SCAIM Seminar: Christian Schoof (UBC)
- Date: 03/08/2011
- Time: 12:30
Christian Schoof, University of British Columbia
University of British Columbia
Mathematical modeling of ice flow
The drainage of meltwater under glaciers affects the motion of the glacier as a whole. High water pressure weakens ice-bed contacts and allows more rapid slip at the interface. A glacier flow model therefore requires a component that predicts water pressure. Such models have proved difficult to formulate in more than one dimension, because water flow has the ability to channelize into large, discrete conduits. Here I show results from a network model that allows the size of each conduit in the network to evolve as the result inward creep of the ice, erosion of the ice through melt, and opening of ice-glacier bed gaps in the lee side of asperities on the glacier bed. The model predicts a physically expected bifurcation from a distributed system in which flow is spread out over a large number of conduits to one in which it concentrates into a few as water input is increased. I also show that the model produces a number of features that are qualitatively consistent with what field observations suggest about the seasonal evolution of glacier flow speeds during the summer. The model as formulated has numerous drawbacks, notably that it requires all conduits to be resolved, and that it allows both, water pressure that is negative and water pressure that exceeds overburden (the hydrostatic pressure in the ice above).
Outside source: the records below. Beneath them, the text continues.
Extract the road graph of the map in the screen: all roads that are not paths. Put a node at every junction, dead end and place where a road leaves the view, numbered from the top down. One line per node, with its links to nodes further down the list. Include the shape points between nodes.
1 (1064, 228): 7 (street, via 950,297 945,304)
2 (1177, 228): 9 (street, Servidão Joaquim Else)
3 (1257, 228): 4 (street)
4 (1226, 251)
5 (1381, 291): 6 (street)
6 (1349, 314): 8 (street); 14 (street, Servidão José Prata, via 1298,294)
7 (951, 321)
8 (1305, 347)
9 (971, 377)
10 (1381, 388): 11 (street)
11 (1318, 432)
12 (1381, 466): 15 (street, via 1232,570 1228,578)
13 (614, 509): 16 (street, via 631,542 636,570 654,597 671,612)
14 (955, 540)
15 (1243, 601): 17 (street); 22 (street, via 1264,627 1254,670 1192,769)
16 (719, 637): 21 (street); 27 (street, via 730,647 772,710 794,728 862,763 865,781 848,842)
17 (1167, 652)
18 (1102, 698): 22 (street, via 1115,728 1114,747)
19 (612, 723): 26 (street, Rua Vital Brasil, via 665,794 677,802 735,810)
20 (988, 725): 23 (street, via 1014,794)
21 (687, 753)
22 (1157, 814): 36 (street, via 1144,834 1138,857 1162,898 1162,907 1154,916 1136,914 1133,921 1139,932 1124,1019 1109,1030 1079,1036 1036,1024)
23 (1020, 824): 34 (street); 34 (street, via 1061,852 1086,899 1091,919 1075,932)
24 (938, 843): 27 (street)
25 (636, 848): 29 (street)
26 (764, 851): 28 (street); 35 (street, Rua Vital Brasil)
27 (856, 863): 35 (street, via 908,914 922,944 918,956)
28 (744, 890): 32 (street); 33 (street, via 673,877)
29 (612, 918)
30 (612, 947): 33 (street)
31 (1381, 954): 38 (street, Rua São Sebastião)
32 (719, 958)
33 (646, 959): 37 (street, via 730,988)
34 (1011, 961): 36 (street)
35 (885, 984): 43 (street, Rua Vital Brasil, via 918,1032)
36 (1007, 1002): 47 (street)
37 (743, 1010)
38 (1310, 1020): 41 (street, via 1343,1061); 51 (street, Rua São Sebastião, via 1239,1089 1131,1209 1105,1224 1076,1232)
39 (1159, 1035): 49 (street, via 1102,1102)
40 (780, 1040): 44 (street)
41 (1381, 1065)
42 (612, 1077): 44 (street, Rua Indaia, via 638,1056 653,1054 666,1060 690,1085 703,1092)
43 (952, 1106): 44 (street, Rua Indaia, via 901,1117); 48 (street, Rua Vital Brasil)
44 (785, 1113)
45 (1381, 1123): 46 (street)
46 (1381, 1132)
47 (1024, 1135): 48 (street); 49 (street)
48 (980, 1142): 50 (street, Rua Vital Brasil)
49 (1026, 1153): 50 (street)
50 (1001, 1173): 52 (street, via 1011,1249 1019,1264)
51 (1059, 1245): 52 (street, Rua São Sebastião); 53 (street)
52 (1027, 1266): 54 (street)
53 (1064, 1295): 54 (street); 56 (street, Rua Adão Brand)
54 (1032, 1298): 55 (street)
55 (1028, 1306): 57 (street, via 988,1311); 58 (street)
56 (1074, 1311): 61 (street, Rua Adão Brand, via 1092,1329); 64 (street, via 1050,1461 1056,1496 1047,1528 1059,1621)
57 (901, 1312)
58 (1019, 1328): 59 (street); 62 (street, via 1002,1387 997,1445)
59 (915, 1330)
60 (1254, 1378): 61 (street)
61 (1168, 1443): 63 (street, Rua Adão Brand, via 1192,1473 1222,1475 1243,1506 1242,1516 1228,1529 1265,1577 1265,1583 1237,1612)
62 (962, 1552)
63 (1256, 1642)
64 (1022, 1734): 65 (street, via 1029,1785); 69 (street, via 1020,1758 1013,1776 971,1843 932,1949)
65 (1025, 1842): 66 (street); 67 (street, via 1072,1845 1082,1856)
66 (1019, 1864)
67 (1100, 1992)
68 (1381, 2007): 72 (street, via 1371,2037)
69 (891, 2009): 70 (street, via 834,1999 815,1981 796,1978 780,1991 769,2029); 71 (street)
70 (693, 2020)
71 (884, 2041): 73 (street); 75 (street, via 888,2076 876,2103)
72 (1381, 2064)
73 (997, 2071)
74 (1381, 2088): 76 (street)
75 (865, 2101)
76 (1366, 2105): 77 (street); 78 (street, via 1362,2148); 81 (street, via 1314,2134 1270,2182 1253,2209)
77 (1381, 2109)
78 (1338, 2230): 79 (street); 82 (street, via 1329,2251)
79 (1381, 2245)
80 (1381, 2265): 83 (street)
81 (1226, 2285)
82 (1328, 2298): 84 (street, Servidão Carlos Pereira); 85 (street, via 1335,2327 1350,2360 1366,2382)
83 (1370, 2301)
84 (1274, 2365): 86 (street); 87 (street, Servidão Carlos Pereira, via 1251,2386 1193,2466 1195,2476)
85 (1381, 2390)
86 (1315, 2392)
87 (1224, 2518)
I will describe some recent work with Ian Hewitt (Math, UBC) and Mauro Werder (Earth Sciences, SFU) in which we have incorporated a continuum description of some conduits and inequality constraints that account for bubble cavitation and a simplified description of hydrofracture, which are relevant to water pressure reaching atmospheric pressure or overburden.
12:30pm -- 2:00pm, WMAX 110
Sushi and pop will be provided!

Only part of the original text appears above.